El peligro del pensamiento único
Hay algunos individuos que creen que han alcanzado el nirvana del saber. Asumen que están en el único camino correcto de interpretar el mundo, por supuestas leyes ineluctables de la historia o por una revelación mística inexplicable, o porque un día se justifican a sí mismos que fueron los escogidos por las fuerzas de la naturaleza, o que alcanzaron ese conocimiento supremo por acuciosas lecturas que solo ellos pudieron revelar. Iluminados, autolegitimados, se acreditan como exclusivos salvadores. Unos cuantos textos sagrados y un mantra de lugares comunes son suficientes para iniciar su largo sendero de glorificación y, con ello, una imparable ruta de violencia.

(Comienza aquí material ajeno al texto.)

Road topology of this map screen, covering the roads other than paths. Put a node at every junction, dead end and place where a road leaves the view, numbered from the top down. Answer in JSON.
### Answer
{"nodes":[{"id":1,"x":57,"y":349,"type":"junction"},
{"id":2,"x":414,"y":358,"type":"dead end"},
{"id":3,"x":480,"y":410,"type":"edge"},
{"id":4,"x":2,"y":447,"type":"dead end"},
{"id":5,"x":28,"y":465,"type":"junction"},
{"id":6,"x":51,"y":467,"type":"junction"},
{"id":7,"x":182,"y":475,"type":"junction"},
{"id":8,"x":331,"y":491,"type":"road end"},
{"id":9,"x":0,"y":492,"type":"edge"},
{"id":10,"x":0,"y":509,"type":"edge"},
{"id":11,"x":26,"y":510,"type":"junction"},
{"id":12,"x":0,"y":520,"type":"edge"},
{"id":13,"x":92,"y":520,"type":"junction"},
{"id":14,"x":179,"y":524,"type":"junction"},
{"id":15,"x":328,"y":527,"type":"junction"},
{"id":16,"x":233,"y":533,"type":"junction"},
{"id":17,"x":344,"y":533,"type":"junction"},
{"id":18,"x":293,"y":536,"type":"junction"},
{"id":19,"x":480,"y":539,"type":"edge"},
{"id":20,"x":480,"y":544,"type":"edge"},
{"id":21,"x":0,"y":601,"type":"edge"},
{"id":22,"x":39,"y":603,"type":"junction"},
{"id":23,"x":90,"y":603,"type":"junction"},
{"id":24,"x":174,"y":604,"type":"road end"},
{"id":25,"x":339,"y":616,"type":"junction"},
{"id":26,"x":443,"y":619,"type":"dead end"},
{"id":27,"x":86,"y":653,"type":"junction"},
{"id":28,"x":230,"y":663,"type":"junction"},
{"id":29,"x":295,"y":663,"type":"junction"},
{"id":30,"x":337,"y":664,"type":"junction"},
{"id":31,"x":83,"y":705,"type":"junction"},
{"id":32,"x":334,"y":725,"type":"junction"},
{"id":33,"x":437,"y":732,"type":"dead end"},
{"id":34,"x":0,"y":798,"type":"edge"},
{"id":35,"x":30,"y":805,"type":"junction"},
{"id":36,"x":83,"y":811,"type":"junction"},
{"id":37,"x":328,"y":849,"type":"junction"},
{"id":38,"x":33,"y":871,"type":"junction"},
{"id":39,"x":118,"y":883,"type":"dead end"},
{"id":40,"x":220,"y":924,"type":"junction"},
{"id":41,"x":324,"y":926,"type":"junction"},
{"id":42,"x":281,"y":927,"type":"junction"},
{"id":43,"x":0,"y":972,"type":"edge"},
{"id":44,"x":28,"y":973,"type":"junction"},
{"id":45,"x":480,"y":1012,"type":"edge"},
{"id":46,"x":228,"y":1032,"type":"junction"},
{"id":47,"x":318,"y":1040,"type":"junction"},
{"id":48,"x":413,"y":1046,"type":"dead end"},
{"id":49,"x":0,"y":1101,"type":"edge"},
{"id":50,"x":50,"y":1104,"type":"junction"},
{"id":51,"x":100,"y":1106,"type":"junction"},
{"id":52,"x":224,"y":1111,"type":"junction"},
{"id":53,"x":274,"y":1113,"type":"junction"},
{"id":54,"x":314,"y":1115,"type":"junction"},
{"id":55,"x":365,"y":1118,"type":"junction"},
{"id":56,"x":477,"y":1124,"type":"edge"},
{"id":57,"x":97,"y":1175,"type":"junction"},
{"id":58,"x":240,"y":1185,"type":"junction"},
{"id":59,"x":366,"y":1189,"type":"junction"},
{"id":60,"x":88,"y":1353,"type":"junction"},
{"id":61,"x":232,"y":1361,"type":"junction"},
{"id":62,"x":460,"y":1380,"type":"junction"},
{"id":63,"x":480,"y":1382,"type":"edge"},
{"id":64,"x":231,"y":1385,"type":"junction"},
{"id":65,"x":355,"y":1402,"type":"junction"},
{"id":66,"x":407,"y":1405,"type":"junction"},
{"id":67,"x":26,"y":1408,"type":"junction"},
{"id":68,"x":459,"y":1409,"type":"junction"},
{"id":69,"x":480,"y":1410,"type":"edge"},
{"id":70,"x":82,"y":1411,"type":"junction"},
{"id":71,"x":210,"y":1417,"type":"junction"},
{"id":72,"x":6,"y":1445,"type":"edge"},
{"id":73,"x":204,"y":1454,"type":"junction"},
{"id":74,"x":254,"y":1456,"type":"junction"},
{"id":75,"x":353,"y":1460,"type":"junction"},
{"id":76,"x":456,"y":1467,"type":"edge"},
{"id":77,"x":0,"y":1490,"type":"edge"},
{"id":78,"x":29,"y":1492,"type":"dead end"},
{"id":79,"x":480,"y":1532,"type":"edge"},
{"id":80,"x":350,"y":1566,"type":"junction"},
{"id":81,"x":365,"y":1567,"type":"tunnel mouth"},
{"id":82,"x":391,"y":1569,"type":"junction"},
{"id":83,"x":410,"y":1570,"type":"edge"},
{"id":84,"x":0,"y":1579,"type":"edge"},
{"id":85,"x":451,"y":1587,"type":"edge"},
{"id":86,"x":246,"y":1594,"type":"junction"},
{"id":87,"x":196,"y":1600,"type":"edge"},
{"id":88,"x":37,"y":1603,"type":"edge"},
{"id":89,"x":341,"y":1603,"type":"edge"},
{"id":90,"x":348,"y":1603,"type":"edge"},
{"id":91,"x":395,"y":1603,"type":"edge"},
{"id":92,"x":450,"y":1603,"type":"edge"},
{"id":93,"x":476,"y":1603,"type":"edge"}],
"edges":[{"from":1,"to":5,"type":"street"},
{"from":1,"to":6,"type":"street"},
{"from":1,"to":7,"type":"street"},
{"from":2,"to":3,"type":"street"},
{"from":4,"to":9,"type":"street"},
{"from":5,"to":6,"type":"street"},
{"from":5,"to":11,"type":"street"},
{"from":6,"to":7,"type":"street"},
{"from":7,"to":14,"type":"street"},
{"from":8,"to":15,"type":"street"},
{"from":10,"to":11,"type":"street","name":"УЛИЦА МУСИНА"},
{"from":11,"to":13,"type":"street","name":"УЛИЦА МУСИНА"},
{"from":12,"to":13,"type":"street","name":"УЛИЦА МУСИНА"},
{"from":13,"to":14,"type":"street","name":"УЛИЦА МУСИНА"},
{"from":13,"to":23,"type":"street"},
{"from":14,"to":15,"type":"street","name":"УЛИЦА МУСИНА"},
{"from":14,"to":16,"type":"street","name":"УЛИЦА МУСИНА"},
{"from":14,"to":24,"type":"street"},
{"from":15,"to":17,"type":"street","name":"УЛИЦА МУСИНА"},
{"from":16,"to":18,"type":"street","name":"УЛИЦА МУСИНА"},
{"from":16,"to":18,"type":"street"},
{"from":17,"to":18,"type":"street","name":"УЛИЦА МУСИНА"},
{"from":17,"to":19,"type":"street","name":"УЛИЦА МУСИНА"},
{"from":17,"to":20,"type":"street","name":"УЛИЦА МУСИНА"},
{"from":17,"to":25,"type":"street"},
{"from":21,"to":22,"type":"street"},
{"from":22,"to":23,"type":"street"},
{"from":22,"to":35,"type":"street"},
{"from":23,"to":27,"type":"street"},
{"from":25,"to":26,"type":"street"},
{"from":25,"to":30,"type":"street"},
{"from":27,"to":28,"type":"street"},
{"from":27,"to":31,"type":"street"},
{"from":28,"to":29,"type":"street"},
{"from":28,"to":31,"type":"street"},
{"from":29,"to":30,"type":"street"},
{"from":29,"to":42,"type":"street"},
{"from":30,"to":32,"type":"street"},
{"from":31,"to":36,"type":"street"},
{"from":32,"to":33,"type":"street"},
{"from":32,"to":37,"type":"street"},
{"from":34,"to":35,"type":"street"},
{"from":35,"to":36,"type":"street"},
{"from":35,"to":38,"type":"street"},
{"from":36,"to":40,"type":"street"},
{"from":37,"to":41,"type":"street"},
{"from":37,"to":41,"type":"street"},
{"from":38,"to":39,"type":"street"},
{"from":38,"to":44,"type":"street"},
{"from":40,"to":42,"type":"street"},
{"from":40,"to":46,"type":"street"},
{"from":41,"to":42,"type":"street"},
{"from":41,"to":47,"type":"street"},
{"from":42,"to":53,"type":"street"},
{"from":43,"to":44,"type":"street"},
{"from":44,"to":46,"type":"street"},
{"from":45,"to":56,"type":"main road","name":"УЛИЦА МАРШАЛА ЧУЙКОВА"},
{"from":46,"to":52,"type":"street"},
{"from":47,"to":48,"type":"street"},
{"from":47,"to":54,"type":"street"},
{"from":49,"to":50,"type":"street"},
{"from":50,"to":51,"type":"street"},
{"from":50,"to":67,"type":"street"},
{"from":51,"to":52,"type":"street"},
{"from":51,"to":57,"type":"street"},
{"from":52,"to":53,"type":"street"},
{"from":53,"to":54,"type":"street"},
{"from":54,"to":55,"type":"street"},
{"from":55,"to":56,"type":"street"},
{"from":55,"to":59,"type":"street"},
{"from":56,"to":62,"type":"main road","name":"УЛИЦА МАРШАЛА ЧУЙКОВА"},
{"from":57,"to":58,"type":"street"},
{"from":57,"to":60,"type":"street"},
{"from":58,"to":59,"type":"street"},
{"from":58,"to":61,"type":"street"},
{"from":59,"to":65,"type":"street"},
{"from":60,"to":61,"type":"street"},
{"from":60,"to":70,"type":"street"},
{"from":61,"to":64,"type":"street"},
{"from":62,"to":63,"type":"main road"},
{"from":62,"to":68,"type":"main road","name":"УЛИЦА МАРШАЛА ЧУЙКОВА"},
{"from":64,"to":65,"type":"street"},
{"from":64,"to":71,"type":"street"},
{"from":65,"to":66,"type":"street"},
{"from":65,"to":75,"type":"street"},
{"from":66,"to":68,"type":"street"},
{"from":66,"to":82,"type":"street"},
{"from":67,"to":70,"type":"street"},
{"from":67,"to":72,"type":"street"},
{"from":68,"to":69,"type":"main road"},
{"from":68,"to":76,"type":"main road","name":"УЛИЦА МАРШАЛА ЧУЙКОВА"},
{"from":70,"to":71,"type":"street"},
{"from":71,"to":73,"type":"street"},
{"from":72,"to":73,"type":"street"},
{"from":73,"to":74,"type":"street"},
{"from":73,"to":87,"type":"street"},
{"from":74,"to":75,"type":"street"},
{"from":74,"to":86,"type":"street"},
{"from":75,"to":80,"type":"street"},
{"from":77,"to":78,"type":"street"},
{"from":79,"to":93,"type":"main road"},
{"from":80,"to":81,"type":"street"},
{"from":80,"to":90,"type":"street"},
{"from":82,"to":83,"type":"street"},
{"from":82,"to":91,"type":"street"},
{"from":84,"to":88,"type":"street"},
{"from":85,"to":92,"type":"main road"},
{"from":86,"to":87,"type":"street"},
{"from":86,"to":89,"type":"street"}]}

En esa construcción de su propia secta ideológica, van evangelizando, convirtiendo en enemigos a todos aquellos que no piensan como ellos. En una feroz cruzada de predicación de su única verdad, se apropian de los centros de poder, tanto el mediático hasta el ético. Es decir, maniobran para que sea su narrativa la única aceptable y difundible. En ese sentido, solo ellos tienen la potestad del bien, de la moral, de la corrección. Salvo ellos, todos los demás están equivocados. Y eso significa también el fin del pensamiento crítico, del disenso alturado, del necesario cuestionamiento a toda idea. En esa transformación hacia una ideología radical y excluyente no aceptan cualquier asomo de desacuerdo. No quieren pares que discutan, sino adeptos. Aborrecen del interpelador, adoran al feligrés ideologizado. Voltaire sería expulsado por ser un férreo defensor de la libertad de expresión.
Por supuesto, tienen sus propios guardias pretorianos quienes se encargan de la moral inquisitorial y son los vigilantes, atentos permanentemente a atacar sin clemencia y soltar la maquinaria avasalladora contra quienes osen plantear ideas diferentes. Reclaman tolerancia solo como un estratagema retórico y que, claro, mientras sea funcional para ellos. Cuando llega el momento de poner a prueba su supuesta capacidad de escuchar voces distintas, despliegan una maquinaria de censura, incapaces de enfrentarse e interpelar a sus oponentes en ideas. En vez de ver la posibilidad del debate como una dinámica democrática para una saludable e interesante confrontación, la rehuyen bajo pretextos insostenibles. Tachan toda posición que no se alinea con la suya. Castigan con alevosía la discrepancia. Gobiernan desde el autoritarismo y la represión sistemática de los enfoques argumentados contrarios a los que ellos han incorporado en su bagaje de verdades absolutas: la suya.
Y en esa mecánica planificada de desprecio a los planteamientos distintos se escudan en una cadena de palabras vaciadas de su significado. Clichés de términos falsos sobre la tolerancia. Y, claro, embisten sin escrúpulos todas las perspectivas antagónicas. Como no soportan la posibilidad de que estén equivocados, entonces cancelan, fustigan, agreden. Usan para ello los márgenes de su poder temporal para hostilizar a los otros que no son de su camarilla ni se han allanado a su belicosa perspectiva. Entonces, eufóricos, se ven al espejo como héroes de una contienda moral y epistémica, se congratulan con su gremio como redentores del mundo.
Encerrados en su propio y falso pensamiento único, quieren gobernar y controlarlo todo. Ellos son los buenos de la historia, se repiten cotidianamente. Los malos siempre serán los otros. Claro, ya sabemos, qué sucede cuando las cosas avanzan hacia ese absolutismo.